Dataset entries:
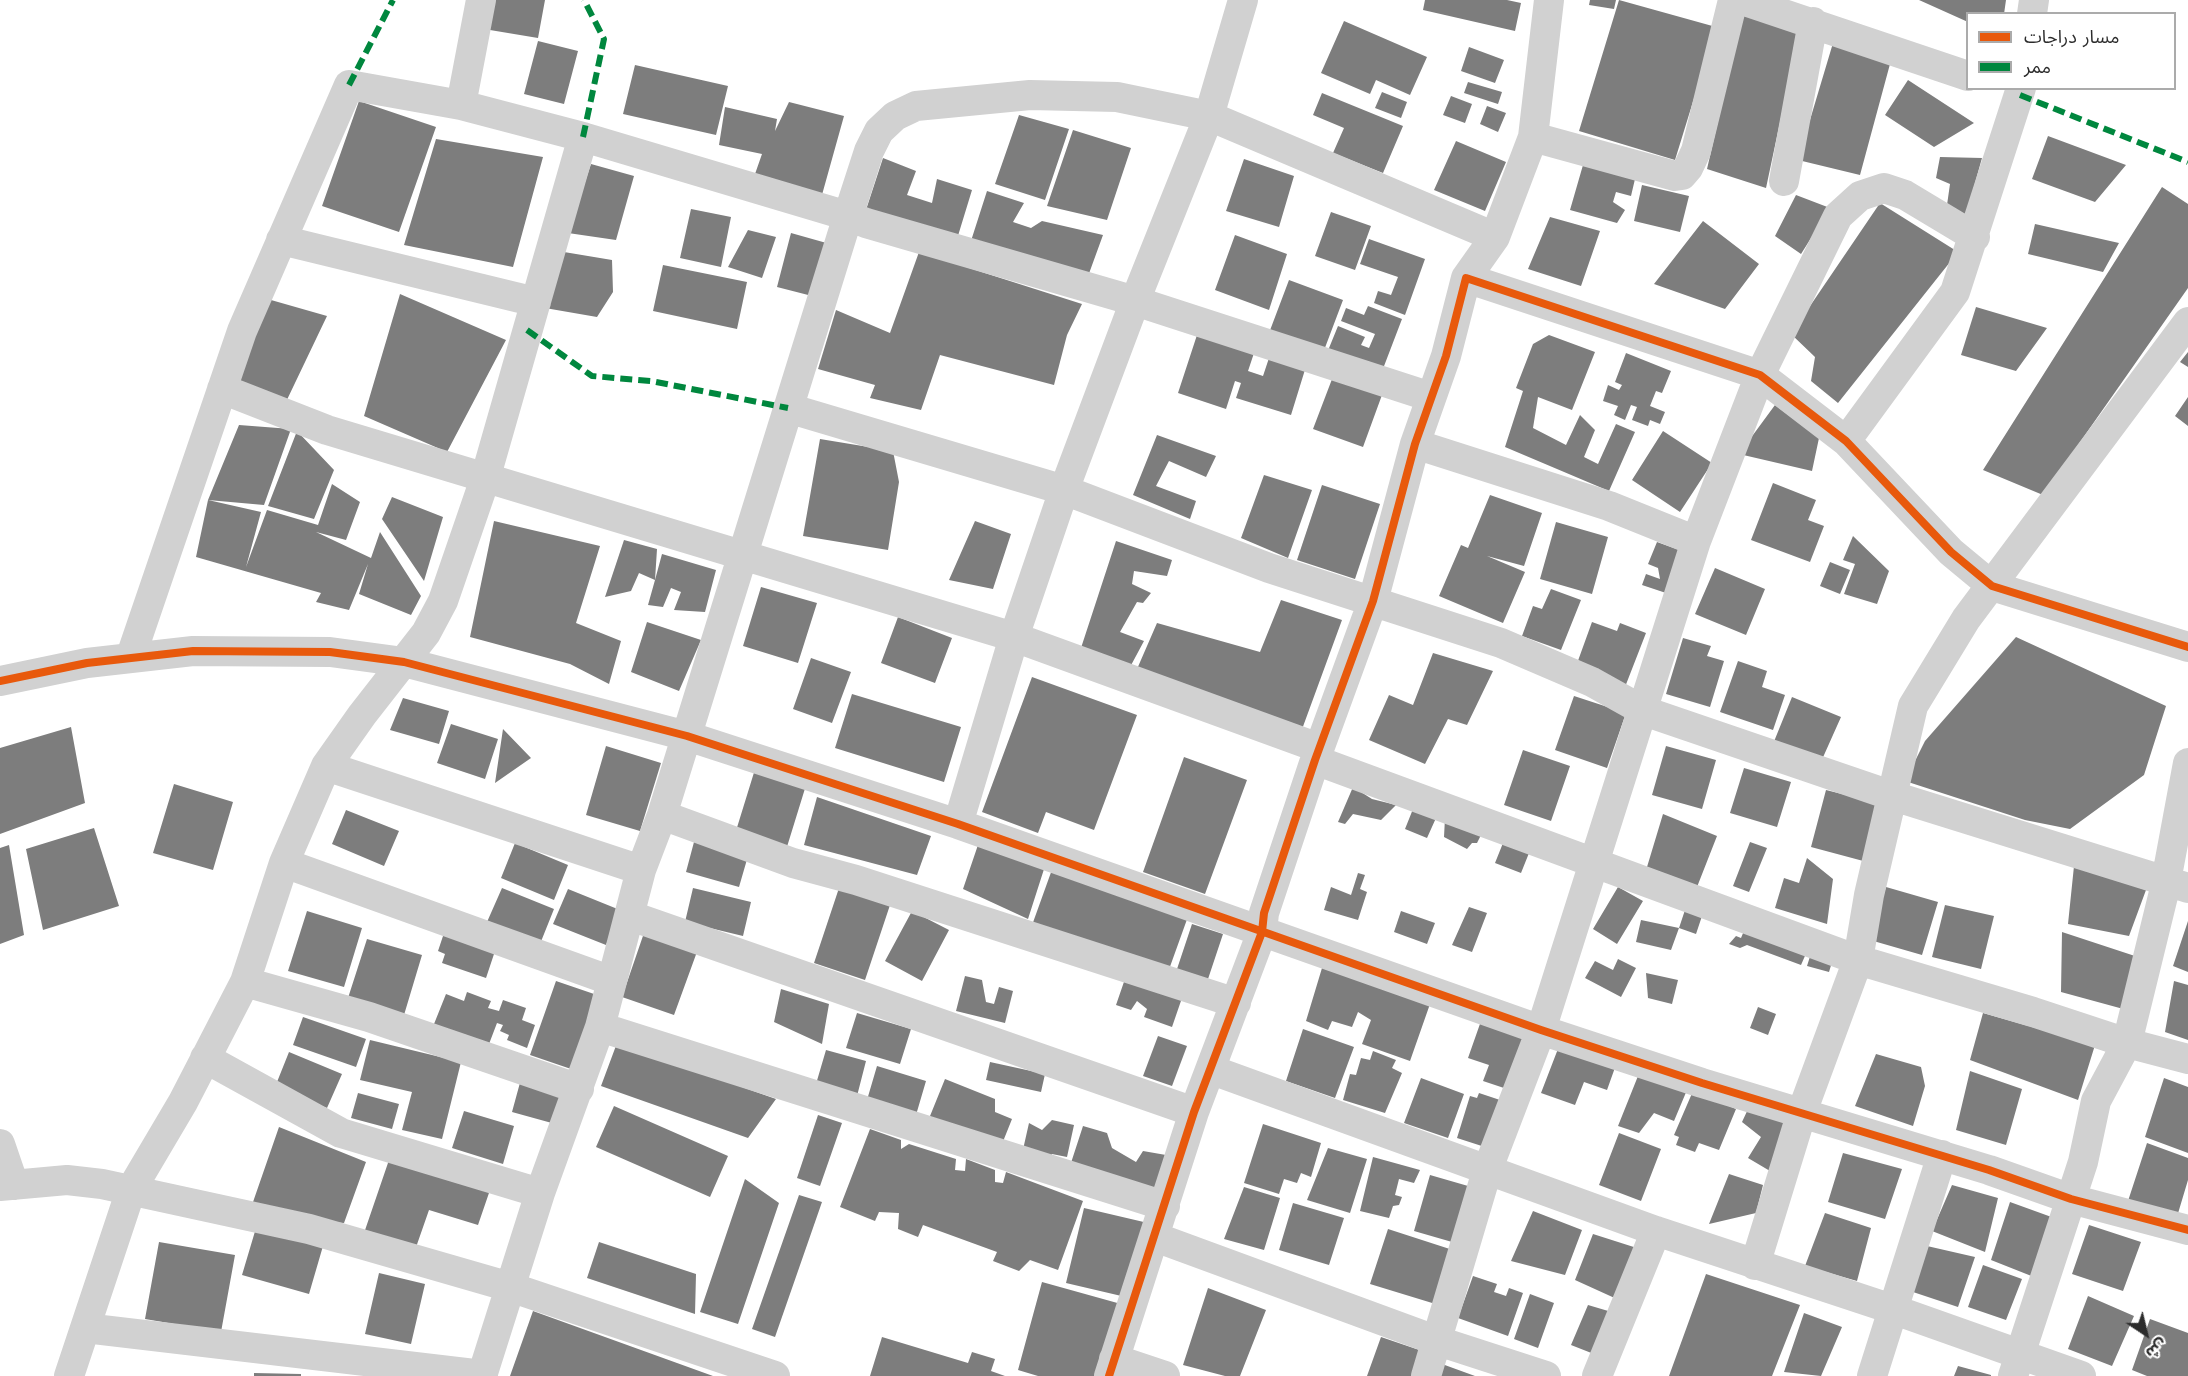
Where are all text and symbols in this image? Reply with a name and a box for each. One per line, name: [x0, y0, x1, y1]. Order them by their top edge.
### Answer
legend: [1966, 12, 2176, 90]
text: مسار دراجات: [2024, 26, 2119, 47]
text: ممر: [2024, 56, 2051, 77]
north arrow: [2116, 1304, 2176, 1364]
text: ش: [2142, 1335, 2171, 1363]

_Problem details_
Could you repeat all of the entries exactly, without the pictures?

_Task result_
Where are all text and symbols in this image? Reply with a name and a box for each. One per line, name: [x0, y0, x1, y1]. Order them by their top edge.
### Answer
legend: [1966, 12, 2176, 90]
text: مسار دراجات: [2024, 26, 2119, 47]
text: ممر: [2024, 56, 2051, 77]
north arrow: [2116, 1304, 2176, 1364]
text: ش: [2142, 1335, 2171, 1363]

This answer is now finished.